1) Engineering microbial consortia from the top-down. For millennia, selective breeding has allowed us to artificially select crops and domestic animals. In more recent times, the idea of directed evolution has been extended to engineering biological systems at or below the organismal level: from enzymes and RNA molecules to genetic circuits, metabolic networks, and microbial strains. Can these approaches be also extended to engineering biological systems above the organismal level of organization, such as microbial consortia? Our laboratory is exploring how one may do this successfully (Chang et al 2021, Nature Ecol Evol, Sanchez et al 2021 Ann Rev Biophys, Chang et al 2020 Evolution). We seek to develop empirical methods, grounded on ecological and evolutionary theory, that may be then adapted by applied biotechnologists in their particular settings. To fund the work in this research line, we have been awarded a project from the Spanish Agencia Estatal de Investigacion, MICROBREED: Extending evolutionary engineering to microbial consortia.

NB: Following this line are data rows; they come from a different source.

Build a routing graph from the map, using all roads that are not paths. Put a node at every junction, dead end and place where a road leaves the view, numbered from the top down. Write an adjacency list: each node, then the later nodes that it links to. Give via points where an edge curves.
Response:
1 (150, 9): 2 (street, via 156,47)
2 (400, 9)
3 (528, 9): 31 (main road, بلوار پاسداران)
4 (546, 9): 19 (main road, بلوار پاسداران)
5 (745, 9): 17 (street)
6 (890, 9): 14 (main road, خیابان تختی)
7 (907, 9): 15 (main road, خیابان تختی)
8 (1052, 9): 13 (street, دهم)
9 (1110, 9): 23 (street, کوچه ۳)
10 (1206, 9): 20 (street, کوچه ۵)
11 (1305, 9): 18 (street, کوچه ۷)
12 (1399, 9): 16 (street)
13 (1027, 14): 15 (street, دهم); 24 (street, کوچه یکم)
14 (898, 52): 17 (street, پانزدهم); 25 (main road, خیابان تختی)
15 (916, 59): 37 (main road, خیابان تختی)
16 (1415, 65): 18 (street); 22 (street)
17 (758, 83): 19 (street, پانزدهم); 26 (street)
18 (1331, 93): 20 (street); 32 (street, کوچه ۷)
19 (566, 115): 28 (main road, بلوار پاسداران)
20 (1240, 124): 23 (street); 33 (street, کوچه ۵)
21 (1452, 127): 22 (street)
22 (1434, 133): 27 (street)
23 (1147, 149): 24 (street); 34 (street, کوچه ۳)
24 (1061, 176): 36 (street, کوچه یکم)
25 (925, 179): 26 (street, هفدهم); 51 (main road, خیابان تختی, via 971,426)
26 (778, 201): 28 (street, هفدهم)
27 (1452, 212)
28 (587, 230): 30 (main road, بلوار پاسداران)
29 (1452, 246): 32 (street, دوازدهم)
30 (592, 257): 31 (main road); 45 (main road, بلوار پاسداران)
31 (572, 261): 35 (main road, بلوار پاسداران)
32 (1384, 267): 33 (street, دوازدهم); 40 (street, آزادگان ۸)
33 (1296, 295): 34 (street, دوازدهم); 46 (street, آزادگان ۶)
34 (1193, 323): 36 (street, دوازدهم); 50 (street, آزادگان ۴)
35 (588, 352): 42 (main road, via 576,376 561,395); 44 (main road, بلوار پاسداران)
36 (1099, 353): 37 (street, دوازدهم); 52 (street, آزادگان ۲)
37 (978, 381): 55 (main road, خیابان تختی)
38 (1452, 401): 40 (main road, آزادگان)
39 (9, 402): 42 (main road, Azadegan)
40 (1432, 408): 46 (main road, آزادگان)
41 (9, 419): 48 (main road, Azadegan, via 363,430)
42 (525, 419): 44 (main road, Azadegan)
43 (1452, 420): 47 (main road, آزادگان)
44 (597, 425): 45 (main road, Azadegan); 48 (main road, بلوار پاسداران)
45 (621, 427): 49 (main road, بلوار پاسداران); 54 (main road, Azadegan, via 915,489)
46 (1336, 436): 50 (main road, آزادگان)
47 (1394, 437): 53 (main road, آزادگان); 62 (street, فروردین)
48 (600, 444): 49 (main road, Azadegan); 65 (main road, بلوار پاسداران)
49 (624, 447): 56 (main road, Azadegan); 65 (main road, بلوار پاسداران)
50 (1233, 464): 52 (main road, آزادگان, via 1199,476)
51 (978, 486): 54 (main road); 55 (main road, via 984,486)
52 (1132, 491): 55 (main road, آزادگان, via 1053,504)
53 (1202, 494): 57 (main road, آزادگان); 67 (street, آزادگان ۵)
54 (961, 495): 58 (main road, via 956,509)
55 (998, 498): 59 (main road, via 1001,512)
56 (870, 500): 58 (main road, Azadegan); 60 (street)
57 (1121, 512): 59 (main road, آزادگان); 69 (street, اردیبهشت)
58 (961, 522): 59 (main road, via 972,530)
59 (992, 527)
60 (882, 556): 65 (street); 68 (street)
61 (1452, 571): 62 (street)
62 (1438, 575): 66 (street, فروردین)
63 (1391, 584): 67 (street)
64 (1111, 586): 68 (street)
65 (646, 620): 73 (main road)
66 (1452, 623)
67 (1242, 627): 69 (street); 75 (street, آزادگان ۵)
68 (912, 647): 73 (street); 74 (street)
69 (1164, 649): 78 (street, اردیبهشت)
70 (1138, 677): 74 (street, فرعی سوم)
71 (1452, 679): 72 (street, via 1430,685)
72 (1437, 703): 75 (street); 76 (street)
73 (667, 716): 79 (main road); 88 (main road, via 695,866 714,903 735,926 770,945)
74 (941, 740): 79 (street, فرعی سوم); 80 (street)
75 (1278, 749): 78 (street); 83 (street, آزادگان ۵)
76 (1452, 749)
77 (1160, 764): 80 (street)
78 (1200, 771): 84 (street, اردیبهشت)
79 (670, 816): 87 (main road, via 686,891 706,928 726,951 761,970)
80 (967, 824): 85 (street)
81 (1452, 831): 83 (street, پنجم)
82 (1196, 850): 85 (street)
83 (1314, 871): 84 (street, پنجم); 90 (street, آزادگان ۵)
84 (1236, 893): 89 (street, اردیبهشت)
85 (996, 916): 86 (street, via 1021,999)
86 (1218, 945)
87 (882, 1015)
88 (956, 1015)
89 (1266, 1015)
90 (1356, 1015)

2) Predictively linking microbial community composition and community function. Microbial communities provide us with countless ecological services that are essential for the health of the biosphere and to preserve life as we know it. They also carry out a vast and growing number of important functions in biotechnology, from food production to the synthesis of biofuels and other economically critical molecules. These community functions are determined by community composition, i.e. by which genotypes are found in each community and their abundance. If we wish to engineer microbial consortia to optimize the functions they provide, it is key that we predictively and quantitatively link community composition and function. This is a hard problem, that cannot be solved empirically due to the astronomical number of potential consortia one may form even with a modest number of potential candidate genotypes. Microscopic models are exceedingly difficult to build, due to the complex web of interactions that are involved. Our laboratory is exploring whether ideas from the theory of fitness landscapes in genetics might help us solve this problem and produce predictive and quantitative models of community function from its composition. (Sanchez-Gorostiaga et al 2019 PLoS Biol, Lino et al 2021 Nature Comm, Sanchez 2019 Cell Systems, Sanchez et al 2023 Cell Systems, Diaz-Colunga et al 2023 Phil Trans Roy Soc). To fund the work in this research line, we have been awarded an ERC Consolidator Grant.